Justice Scalia was about as faithful to his originalism as Tiger Woods was to his ex-wife Elin. See, Randy Barnett, Scalia's Infidelity: A Critique of Faint-Hearted Originalism, 75 U. Cin. L. Rev. 7, 13 (2006) (collecting examples). Alden was all about his putting his fat arse on the scales of justice, betraying the principles of originalism he had championed his entire professional life.

l am fully cognizant of the internment of even nisei and sensei during WWll, and the abominable Korematsu decision. But the point of using Dachau is that it WAS extreme; when you have to rely on the goodness of Man, you are courting disaster.

As for SSM, l don't need to trundle through the penumbra closet to find it.
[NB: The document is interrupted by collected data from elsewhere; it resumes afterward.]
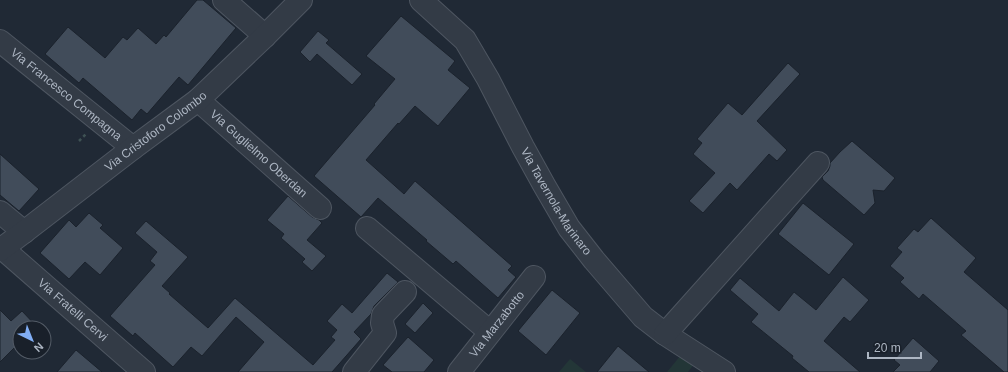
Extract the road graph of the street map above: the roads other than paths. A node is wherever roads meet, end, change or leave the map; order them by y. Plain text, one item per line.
1 (224, 0) edge
2 (301, 0) edge
3 (422, 0) edge
4 (265, 36) junction
5 (0, 41) edge
6 (198, 100) junction
7 (133, 148) junction
8 (818, 163) dead end
9 (320, 208) dead end
10 (0, 212) edge
11 (367, 228) dead end
12 (24, 232) junction
13 (1, 249) edge
14 (534, 277) dead end
15 (405, 292) dead end
16 (490, 332) junction
17 (665, 334) junction
18 (144, 372) edge
19 (354, 372) edge
20 (459, 372) edge
21 (724, 372) edge

1 - 4 street
2 - 4 street, Via Cristoforo Colombo
3 - 17 street, Via Tavernola-Marinaro
4 - 6 street, Via Cristoforo Colombo
5 - 7 street, Via Francesco Compagna
6 - 7 street, Via Cristoforo Colombo
6 - 9 street, Via Guglielmo Oberdan
7 - 12 street, Via Cristoforo Colombo
8 - 17 street
10 - 12 street
11 - 16 street
12 - 13 street, Via Cristoforo Colombo
13 - 18 street, Via Fratelli Cervi
14 - 16 street, Via Marzabotto
15 - 19 street
16 - 20 street, Via Marzabotto
17 - 21 street, Via Tavernola-Marinaro

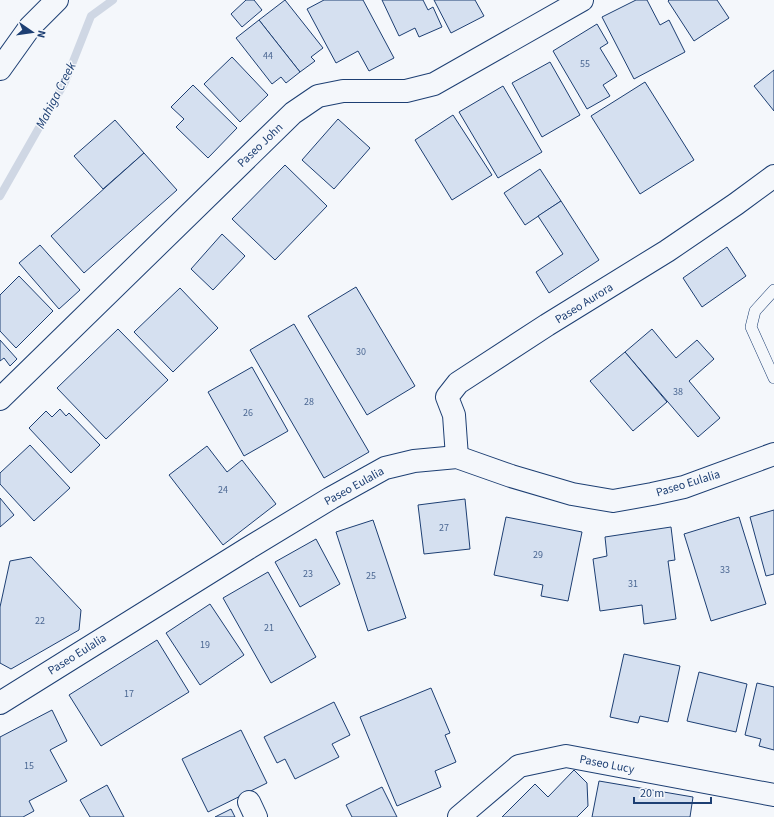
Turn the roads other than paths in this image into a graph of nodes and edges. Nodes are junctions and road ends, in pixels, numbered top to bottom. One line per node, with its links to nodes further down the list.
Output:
1 (57, 0): 3 (street)
2 (582, 0): 7 (street, Paseo John)
3 (0, 69)
4 (774, 176): 9 (street, Paseo Aurora)
5 (774, 290): 6 (lane)
6 (774, 378)
7 (0, 399)
8 (774, 454): 9 (street, Paseo Eulalia)
9 (457, 457): 10 (street, Paseo Eulalia)
10 (0, 703)
11 (774, 795): 12 (street, Paseo Lucy)
12 (459, 817)

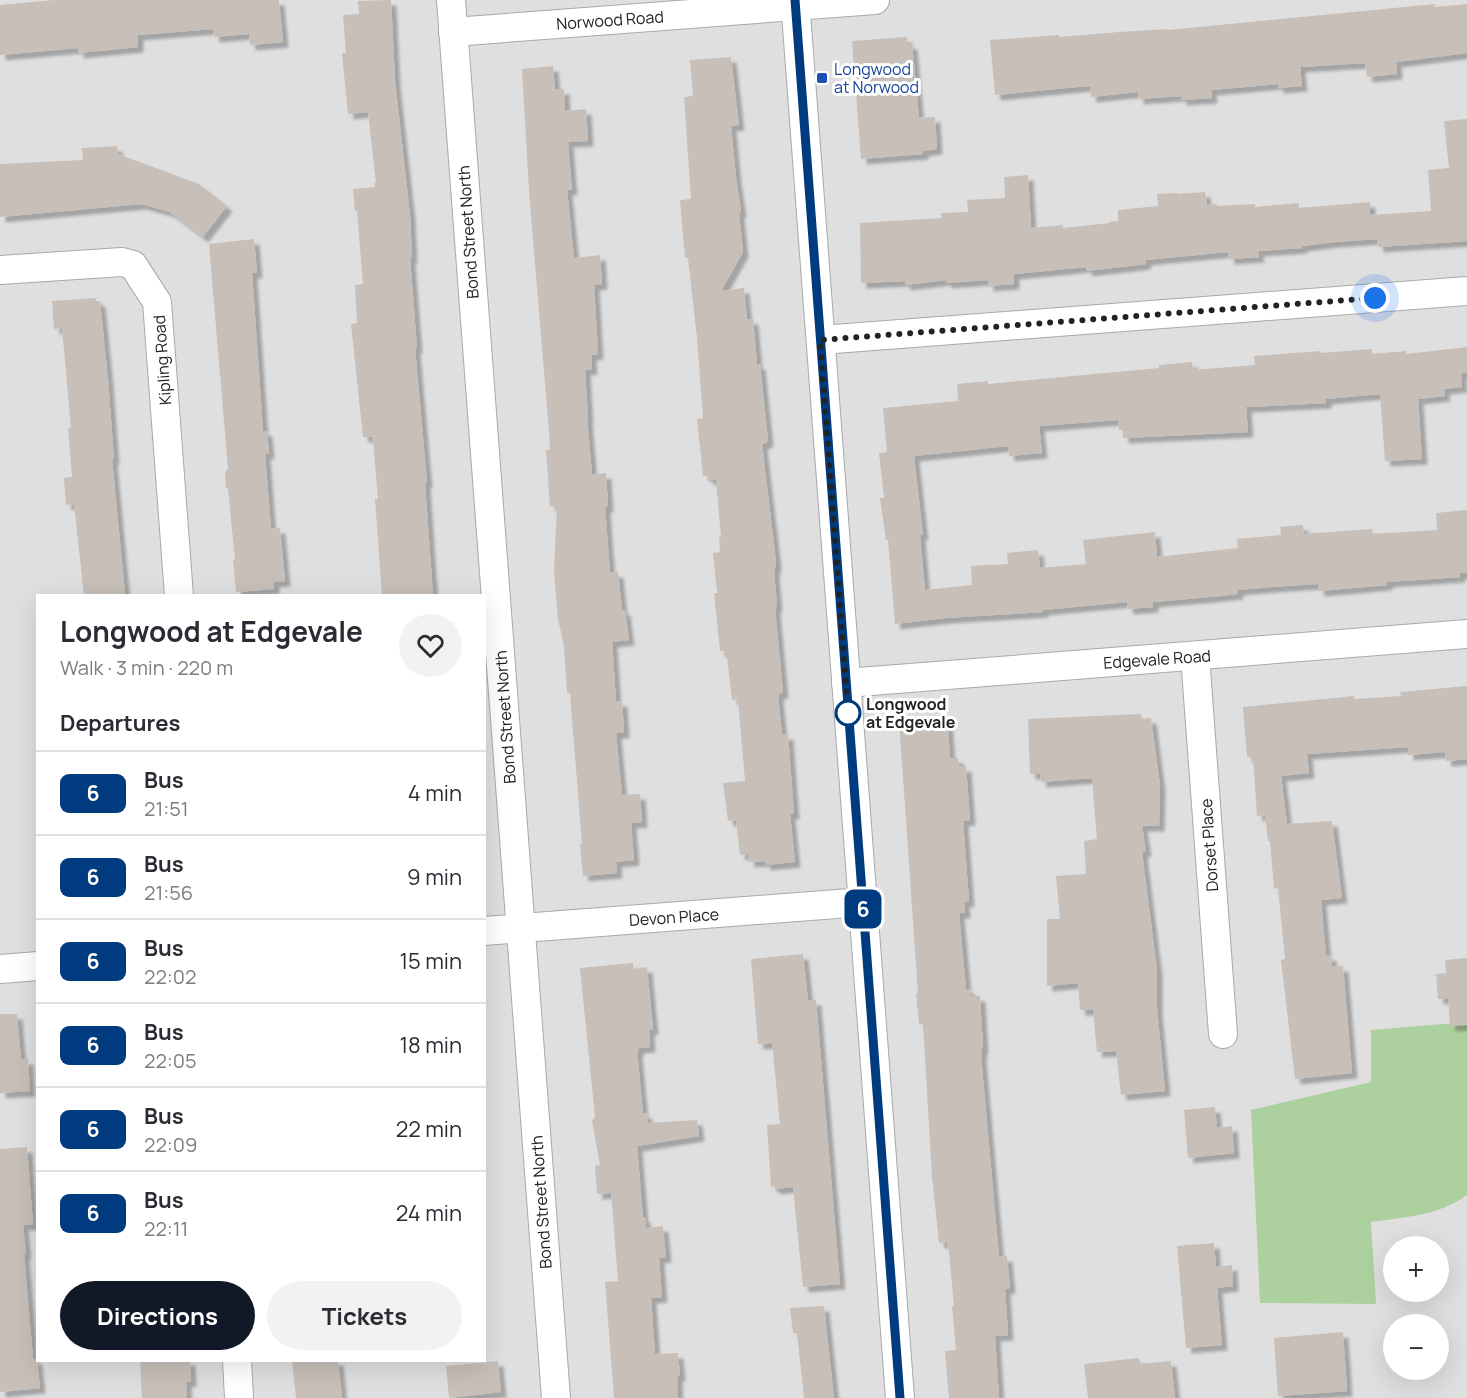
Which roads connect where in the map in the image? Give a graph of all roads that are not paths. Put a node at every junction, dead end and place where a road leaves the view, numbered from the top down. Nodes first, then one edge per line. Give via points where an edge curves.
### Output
1 (451, 0) edge
2 (874, 0) edge
3 (795, 3) edge
4 (453, 32) junction
5 (0, 270) edge
6 (1467, 291) edge
7 (820, 340) junction
8 (179, 594) edge
9 (1467, 634) edge
10 (1195, 656) junction
11 (846, 683) junction
12 (863, 902) junction
13 (520, 929) junction
14 (486, 931) edge
15 (36, 966) edge
16 (0, 969) edge
17 (1223, 1034) dead end
18 (237, 1362) edge
19 (239, 1398) edge
20 (556, 1398) edge
21 (900, 1398) edge

1 - 4 street, Bond Street North
2 - 3 street, Norwood Road
3 - 4 street, Norwood Road
3 - 7 street
4 - 13 street, Bond Street North
5 - 8 street, Kipling Road via 122,262 133,265 157,302
6 - 7 street
7 - 11 street
9 - 10 street, Edgevale Road
10 - 11 street, Edgevale Road
10 - 17 street, Dorset Place
11 - 12 street
12 - 13 street, Devon Place
12 - 21 street
13 - 14 street, Devon Place
13 - 20 street, Bond Street North
15 - 16 street
18 - 19 street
The right to contract is an essential corollary of the right to own property, as you must be able to acquire and dispose of it to actually own it. In a secular society, marriage is a mere contract, with default terms drafted by the State. Rights are retained by the individual unless ceded to the State; all that a State can do is abridge rights and then, only in accordance with the authority granted to it. As the right to marry is fundamental, Loving v. Virginia, 388 U.S. 1 (1967), the State has to show a compelling interest in preventing two persons from entering into that marriage contract. As the State cannot show that it is in any way harmed when Fred and Ted decide to wed, it has no colorable authority to prevent them from doing so. This must be so as long as ours is a constitutional Republic with limited government powers.

I express no opinion on the ultimate wisdom of same-sex marriage, pointing out only that are stuck with the constitutions we have.

The 9Am says what it means, and means what it says. And if there was any lingering doubt, James Madison laid it to rest, arguing that

"….by enumerating particular exceptions to the grant of power, it would disparage those rights which were not placed in that enumeration; and it might follow by implication, that those rights which were not singled out, were intended to be assigned into the hands of the General Government, and were consequently insecure. This is one of the most plausible arguments I have ever heard urged against the admission of a bill of rights into this system; but, I conceive, that it may be guarded against. I have attempted it, as gentlemen may see by turning to the last clause of the fourth resolution."

1 Annals of Congress 456 (1789) (remarks of Rep. Madison).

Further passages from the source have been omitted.